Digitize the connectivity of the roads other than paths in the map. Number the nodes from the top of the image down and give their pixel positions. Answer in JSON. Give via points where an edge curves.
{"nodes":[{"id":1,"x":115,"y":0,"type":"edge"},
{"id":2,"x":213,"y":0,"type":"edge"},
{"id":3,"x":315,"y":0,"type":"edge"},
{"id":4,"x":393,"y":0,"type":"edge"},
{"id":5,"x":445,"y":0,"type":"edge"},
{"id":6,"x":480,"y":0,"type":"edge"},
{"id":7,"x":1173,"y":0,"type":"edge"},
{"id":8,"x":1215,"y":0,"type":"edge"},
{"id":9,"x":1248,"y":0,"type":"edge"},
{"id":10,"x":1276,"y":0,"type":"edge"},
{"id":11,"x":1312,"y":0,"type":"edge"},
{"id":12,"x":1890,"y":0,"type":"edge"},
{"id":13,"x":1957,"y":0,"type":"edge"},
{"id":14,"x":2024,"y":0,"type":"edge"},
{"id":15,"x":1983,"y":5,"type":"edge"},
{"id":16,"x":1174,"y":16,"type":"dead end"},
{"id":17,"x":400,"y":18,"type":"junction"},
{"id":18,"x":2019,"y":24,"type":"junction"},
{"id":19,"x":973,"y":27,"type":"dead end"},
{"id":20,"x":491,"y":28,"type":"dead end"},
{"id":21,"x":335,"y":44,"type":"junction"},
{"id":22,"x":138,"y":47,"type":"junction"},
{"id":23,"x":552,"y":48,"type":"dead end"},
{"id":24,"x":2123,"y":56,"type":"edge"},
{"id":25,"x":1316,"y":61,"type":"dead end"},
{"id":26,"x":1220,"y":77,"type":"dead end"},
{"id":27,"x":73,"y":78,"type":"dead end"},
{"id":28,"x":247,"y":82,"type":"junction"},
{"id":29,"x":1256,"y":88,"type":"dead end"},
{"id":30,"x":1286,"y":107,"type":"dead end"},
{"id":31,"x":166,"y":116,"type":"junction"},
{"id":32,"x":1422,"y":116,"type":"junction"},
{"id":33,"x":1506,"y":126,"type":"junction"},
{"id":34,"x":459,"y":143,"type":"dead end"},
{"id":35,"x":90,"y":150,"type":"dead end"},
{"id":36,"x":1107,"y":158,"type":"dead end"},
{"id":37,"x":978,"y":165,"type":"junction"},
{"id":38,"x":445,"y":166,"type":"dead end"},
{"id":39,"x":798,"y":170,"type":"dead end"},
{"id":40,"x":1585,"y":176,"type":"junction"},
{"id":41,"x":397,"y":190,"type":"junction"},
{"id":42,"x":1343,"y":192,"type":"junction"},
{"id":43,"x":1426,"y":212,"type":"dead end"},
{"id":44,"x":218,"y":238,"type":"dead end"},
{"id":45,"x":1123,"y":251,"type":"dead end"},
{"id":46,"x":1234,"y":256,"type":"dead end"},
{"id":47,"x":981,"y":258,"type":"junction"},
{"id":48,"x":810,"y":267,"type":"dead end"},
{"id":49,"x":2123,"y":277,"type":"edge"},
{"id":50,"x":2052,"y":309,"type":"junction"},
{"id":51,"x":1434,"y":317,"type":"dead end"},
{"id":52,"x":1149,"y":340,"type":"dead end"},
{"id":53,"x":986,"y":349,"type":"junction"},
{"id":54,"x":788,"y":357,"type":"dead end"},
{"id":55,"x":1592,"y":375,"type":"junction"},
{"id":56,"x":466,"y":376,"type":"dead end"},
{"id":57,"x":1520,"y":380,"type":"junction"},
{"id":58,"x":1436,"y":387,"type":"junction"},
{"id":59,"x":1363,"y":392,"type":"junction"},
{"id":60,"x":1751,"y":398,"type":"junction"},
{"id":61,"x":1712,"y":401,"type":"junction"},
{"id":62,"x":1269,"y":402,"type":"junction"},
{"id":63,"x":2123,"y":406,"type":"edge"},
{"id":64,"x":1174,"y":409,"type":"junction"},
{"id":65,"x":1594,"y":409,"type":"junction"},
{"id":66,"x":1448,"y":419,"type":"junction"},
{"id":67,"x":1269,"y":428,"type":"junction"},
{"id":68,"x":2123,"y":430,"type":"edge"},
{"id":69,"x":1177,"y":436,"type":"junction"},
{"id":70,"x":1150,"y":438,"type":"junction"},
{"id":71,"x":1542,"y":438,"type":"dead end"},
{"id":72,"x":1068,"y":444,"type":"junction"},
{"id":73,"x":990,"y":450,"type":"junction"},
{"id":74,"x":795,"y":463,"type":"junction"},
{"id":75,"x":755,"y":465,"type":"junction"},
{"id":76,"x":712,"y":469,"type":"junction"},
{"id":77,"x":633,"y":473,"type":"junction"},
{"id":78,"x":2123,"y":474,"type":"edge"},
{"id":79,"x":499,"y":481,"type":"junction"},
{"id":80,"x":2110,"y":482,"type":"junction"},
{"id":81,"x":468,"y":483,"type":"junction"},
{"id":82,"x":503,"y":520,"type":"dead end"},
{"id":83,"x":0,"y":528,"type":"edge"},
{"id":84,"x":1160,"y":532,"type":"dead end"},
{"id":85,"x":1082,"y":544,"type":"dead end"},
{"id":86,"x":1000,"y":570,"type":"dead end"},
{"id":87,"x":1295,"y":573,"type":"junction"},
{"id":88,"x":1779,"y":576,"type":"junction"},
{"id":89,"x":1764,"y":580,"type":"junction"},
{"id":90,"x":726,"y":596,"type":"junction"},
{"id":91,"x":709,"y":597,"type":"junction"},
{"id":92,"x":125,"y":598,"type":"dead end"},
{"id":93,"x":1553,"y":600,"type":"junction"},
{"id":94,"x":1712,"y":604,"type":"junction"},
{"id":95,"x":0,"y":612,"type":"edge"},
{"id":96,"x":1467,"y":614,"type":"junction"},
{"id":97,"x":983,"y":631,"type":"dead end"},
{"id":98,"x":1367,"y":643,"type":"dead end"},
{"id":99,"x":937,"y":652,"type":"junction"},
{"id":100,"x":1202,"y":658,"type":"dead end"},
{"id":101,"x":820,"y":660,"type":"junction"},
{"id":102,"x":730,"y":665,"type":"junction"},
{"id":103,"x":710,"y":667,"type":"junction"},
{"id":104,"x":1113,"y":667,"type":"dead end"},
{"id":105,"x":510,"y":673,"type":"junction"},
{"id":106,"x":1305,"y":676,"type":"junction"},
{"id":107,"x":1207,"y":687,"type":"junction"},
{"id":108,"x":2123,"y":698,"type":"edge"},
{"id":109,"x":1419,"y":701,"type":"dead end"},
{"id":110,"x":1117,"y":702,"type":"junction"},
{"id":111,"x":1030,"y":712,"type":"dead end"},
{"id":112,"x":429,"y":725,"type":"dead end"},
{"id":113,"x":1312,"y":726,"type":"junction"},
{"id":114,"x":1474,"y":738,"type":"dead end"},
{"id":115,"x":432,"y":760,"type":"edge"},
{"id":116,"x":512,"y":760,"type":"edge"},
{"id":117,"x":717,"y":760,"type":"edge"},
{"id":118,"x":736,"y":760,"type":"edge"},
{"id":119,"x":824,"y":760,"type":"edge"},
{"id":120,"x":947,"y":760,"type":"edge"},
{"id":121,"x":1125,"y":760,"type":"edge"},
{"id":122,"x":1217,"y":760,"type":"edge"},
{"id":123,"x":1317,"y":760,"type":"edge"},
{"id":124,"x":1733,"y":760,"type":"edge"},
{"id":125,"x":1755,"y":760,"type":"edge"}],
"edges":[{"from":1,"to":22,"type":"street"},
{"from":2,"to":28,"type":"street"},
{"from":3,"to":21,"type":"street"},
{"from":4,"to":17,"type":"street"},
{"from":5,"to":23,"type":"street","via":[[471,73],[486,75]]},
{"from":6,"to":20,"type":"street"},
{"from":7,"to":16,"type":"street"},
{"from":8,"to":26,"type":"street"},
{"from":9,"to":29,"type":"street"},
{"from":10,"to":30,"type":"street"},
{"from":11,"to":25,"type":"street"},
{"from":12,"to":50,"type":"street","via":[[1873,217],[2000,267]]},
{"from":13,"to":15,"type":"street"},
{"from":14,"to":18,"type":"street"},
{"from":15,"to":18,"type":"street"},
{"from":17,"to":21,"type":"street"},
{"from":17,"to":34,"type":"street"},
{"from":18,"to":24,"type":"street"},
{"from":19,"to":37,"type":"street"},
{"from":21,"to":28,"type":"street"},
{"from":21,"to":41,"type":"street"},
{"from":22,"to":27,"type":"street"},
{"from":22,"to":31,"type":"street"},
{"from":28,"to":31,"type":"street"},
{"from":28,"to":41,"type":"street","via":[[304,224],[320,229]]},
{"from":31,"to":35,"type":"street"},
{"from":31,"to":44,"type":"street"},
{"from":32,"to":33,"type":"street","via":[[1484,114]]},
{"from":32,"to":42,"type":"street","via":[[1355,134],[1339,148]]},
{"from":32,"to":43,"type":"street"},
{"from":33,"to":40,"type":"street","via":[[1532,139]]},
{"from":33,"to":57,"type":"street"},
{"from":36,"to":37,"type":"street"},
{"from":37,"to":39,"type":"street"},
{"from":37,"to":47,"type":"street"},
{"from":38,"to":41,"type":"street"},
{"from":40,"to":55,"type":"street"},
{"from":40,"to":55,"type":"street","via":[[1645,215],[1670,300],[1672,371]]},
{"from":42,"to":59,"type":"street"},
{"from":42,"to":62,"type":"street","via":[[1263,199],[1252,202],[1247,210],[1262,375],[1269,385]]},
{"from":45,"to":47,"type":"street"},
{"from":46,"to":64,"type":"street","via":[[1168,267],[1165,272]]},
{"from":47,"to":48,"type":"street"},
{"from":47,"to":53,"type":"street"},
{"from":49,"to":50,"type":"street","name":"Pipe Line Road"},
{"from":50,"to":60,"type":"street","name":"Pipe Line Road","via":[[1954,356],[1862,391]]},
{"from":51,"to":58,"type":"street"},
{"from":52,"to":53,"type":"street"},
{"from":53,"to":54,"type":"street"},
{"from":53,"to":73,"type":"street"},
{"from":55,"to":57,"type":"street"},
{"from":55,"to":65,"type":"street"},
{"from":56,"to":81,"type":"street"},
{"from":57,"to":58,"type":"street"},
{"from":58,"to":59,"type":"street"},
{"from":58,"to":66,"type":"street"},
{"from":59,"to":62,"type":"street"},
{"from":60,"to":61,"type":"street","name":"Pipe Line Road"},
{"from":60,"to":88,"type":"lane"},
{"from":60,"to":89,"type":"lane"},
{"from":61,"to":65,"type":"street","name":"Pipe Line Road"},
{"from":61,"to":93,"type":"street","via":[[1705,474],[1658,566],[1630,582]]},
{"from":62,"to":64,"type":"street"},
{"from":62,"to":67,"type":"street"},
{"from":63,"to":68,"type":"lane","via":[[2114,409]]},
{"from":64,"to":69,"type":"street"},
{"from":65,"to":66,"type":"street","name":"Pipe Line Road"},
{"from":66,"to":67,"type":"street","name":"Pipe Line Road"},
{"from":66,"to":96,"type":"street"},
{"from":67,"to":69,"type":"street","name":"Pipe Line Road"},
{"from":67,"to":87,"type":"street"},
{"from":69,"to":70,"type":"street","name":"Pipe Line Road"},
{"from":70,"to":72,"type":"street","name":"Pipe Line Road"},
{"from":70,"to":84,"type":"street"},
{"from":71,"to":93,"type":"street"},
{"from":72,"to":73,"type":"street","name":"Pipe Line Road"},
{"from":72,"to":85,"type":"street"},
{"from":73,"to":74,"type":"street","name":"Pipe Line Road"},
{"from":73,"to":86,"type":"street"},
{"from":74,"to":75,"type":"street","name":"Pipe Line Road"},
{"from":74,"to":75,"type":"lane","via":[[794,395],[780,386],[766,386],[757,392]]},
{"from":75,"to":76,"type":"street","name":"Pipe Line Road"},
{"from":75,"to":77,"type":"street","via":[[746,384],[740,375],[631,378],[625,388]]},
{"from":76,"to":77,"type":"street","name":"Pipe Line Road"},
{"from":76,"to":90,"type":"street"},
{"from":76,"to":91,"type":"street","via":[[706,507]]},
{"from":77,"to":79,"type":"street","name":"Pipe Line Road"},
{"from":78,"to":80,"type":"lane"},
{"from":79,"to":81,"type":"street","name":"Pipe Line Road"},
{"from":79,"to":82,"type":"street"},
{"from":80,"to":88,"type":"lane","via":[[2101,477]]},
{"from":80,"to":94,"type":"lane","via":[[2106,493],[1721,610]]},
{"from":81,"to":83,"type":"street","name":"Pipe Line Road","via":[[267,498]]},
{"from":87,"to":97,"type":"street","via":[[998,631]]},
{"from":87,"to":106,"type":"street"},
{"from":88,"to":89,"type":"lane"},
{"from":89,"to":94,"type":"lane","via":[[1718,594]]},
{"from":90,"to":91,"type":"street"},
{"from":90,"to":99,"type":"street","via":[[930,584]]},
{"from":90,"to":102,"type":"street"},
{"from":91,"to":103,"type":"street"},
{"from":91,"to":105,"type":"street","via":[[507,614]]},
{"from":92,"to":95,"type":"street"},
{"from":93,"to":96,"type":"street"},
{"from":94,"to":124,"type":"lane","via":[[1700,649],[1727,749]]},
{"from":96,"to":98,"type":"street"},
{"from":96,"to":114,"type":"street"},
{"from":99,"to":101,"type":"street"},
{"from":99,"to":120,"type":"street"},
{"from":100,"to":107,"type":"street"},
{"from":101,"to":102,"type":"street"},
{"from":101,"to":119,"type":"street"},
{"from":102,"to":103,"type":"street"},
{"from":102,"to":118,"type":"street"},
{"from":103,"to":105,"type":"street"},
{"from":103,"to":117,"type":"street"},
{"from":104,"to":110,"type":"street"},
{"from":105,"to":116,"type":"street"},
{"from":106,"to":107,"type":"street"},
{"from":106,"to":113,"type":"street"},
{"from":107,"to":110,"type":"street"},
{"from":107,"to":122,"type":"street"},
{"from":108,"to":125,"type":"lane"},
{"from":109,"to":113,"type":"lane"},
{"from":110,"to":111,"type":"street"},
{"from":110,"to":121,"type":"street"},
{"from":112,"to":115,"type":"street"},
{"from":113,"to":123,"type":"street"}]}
=====
**Exercise aim:** Say how many lines above contain the string "nodes", writing only the number.

**Result:** 2